Sinceramente, más de uno habrías pensado que, tal y como iba el encuentro y viendo la marcha del equipo esta temporada, el partido iba a acabar 0-1 con gol de churro, de rebote o en propia meta de los donostiarras. Cosas más raras se han visto en esto del fútbol, qué no? Y claro, ese tanto va el cántaro a la fuente que al final se compra bononús no parecía que se fuera a cumplir para los de Montanier. Si llega a pasar, hoy estamos hablando de pelear la Liga al Barça y al Madrid, ja, ja, ja.

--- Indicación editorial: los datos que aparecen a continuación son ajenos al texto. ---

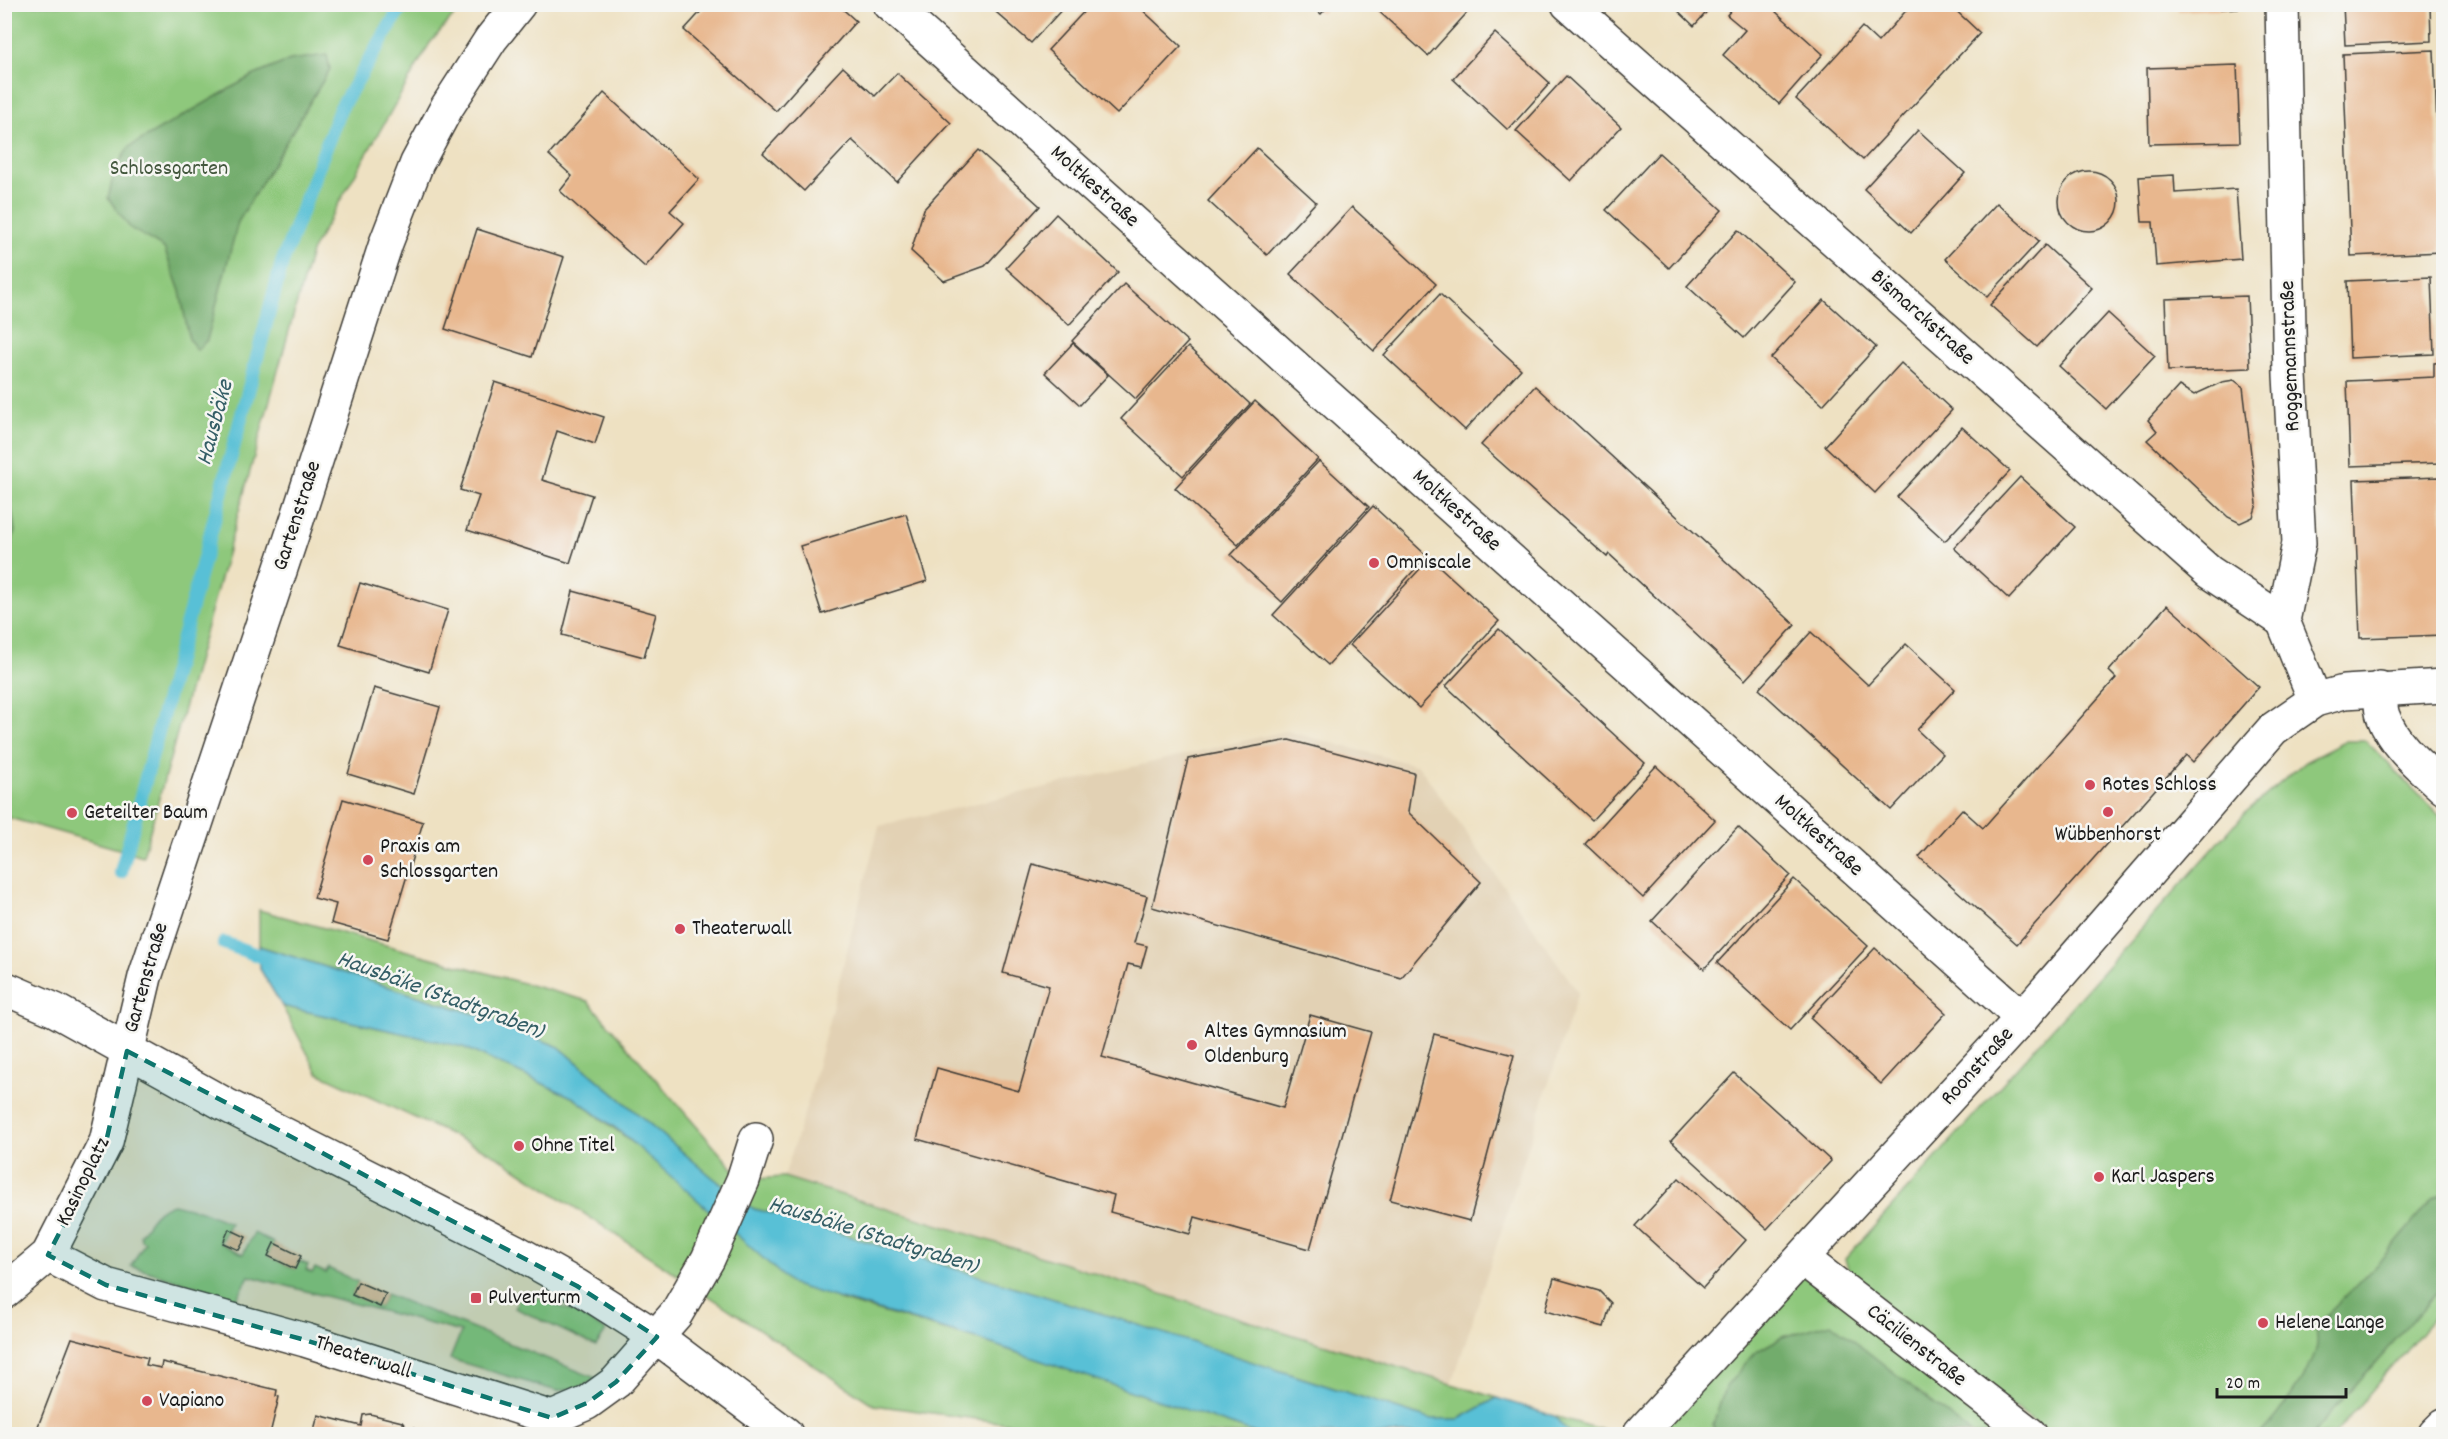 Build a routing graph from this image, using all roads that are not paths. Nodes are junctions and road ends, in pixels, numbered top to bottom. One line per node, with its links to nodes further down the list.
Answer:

Se consiguió un punto de oro bajo la maravillosa lluvia de Donosti, siguiendo la máxima del mínimo esfuerzo. Como la cigarra y la hormiga en el cuento, siendo nosotros la cigarra juerguera que ha disfrutado las Navidades, ha ganado unos kilitos y ahora sigue sacando rédito del poco esfuerzo realizado. Mendilibar reconoció que el equipo había jugado mal. Si jugando mal llevamos 26 puntos, hasta dónde nos vamos a marchar cuando empecemos a jugar bien? Hasta el infinito y más allá...
Ahora Copa intrascendente contra el Barcelona, momento ideal para llevar a la novia al fútbol y enseñarle los andurriales rojillos. Es lo que tiene el amor, amigos, que cuando estás con la persona más maravillosa del mundo y, encima, le gusta el fútbol, todo lo que tenga que ver con Osasuna es un regalo bien recibido. Pero poco a poco: el albornoz, las zapatillas de estar en casa y la taza del desayuno para el Nesquick ya caerán en próximas celebraciones. De momento, un Osasuna-Barcelona y,a poder ser, que jueguen todas las estrellas. De los rojillos, claro...
¡Hasta la muerte, Forofillo hasta la muerte!